[Collected data entries]
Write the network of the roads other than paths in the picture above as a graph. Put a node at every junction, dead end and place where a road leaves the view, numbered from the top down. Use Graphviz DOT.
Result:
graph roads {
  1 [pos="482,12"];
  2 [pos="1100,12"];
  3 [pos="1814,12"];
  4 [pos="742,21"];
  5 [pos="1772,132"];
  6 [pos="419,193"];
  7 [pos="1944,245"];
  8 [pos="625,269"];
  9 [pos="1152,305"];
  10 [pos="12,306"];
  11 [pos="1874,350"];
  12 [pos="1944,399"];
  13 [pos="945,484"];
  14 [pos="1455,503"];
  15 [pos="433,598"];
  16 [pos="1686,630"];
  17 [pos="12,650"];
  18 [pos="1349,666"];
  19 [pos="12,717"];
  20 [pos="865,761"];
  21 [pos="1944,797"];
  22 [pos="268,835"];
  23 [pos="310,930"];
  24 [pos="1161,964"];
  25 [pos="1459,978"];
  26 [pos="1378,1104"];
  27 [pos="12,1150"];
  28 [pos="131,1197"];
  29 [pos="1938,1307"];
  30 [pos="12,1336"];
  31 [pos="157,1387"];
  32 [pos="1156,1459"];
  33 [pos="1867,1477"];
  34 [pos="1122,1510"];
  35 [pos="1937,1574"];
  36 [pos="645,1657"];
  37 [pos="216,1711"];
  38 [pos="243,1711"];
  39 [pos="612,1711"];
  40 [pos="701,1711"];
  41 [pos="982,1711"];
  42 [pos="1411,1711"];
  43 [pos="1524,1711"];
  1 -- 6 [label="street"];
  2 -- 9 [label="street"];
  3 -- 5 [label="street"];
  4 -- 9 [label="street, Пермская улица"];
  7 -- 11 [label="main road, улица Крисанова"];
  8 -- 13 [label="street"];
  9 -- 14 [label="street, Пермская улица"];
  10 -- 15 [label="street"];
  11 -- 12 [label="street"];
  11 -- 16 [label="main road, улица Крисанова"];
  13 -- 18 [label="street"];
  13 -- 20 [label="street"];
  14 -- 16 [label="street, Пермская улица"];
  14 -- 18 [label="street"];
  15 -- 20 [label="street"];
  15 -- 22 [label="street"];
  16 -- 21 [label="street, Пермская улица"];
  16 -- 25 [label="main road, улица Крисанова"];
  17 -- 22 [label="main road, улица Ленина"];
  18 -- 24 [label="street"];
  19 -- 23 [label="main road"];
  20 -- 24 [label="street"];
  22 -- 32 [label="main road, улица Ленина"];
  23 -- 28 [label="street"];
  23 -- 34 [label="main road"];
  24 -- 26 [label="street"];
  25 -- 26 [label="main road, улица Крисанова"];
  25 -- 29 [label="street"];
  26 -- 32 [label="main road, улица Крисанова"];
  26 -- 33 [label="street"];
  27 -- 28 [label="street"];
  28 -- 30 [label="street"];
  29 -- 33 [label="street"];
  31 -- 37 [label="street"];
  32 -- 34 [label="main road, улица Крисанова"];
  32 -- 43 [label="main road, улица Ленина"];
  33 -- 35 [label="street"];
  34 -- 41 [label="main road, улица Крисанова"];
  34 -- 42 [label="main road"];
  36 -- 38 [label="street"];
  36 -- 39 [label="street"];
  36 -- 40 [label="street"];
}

WHAT THE TASK REQUIRES> Write the data out once more. Keep every word the same.

WORKED SOLUTION>
Write the network of the roads other than paths in the picture above as a graph. Put a node at every junction, dead end and place where a road leaves the view, numbered from the top down. Use Graphviz DOT.
Result:
graph roads {
  1 [pos="482,12"];
  2 [pos="1100,12"];
  3 [pos="1814,12"];
  4 [pos="742,21"];
  5 [pos="1772,132"];
  6 [pos="419,193"];
  7 [pos="1944,245"];
  8 [pos="625,269"];
  9 [pos="1152,305"];
  10 [pos="12,306"];
  11 [pos="1874,350"];
  12 [pos="1944,399"];
  13 [pos="945,484"];
  14 [pos="1455,503"];
  15 [pos="433,598"];
  16 [pos="1686,630"];
  17 [pos="12,650"];
  18 [pos="1349,666"];
  19 [pos="12,717"];
  20 [pos="865,761"];
  21 [pos="1944,797"];
  22 [pos="268,835"];
  23 [pos="310,930"];
  24 [pos="1161,964"];
  25 [pos="1459,978"];
  26 [pos="1378,1104"];
  27 [pos="12,1150"];
  28 [pos="131,1197"];
  29 [pos="1938,1307"];
  30 [pos="12,1336"];
  31 [pos="157,1387"];
  32 [pos="1156,1459"];
  33 [pos="1867,1477"];
  34 [pos="1122,1510"];
  35 [pos="1937,1574"];
  36 [pos="645,1657"];
  37 [pos="216,1711"];
  38 [pos="243,1711"];
  39 [pos="612,1711"];
  40 [pos="701,1711"];
  41 [pos="982,1711"];
  42 [pos="1411,1711"];
  43 [pos="1524,1711"];
  1 -- 6 [label="street"];
  2 -- 9 [label="street"];
  3 -- 5 [label="street"];
  4 -- 9 [label="street, Пермская улица"];
  7 -- 11 [label="main road, улица Крисанова"];
  8 -- 13 [label="street"];
  9 -- 14 [label="street, Пермская улица"];
  10 -- 15 [label="street"];
  11 -- 12 [label="street"];
  11 -- 16 [label="main road, улица Крисанова"];
  13 -- 18 [label="street"];
  13 -- 20 [label="street"];
  14 -- 16 [label="street, Пермская улица"];
  14 -- 18 [label="street"];
  15 -- 20 [label="street"];
  15 -- 22 [label="street"];
  16 -- 21 [label="street, Пермская улица"];
  16 -- 25 [label="main road, улица Крисанова"];
  17 -- 22 [label="main road, улица Ленина"];
  18 -- 24 [label="street"];
  19 -- 23 [label="main road"];
  20 -- 24 [label="street"];
  22 -- 32 [label="main road, улица Ленина"];
  23 -- 28 [label="street"];
  23 -- 34 [label="main road"];
  24 -- 26 [label="street"];
  25 -- 26 [label="main road, улица Крисанова"];
  25 -- 29 [label="street"];
  26 -- 32 [label="main road, улица Крисанова"];
  26 -- 33 [label="street"];
  27 -- 28 [label="street"];
  28 -- 30 [label="street"];
  29 -- 33 [label="street"];
  31 -- 37 [label="street"];
  32 -- 34 [label="main road, улица Крисанова"];
  32 -- 43 [label="main road, улица Ленина"];
  33 -- 35 [label="street"];
  34 -- 41 [label="main road, улица Крисанова"];
  34 -- 42 [label="main road"];
  36 -- 38 [label="street"];
  36 -- 39 [label="street"];
  36 -- 40 [label="street"];
}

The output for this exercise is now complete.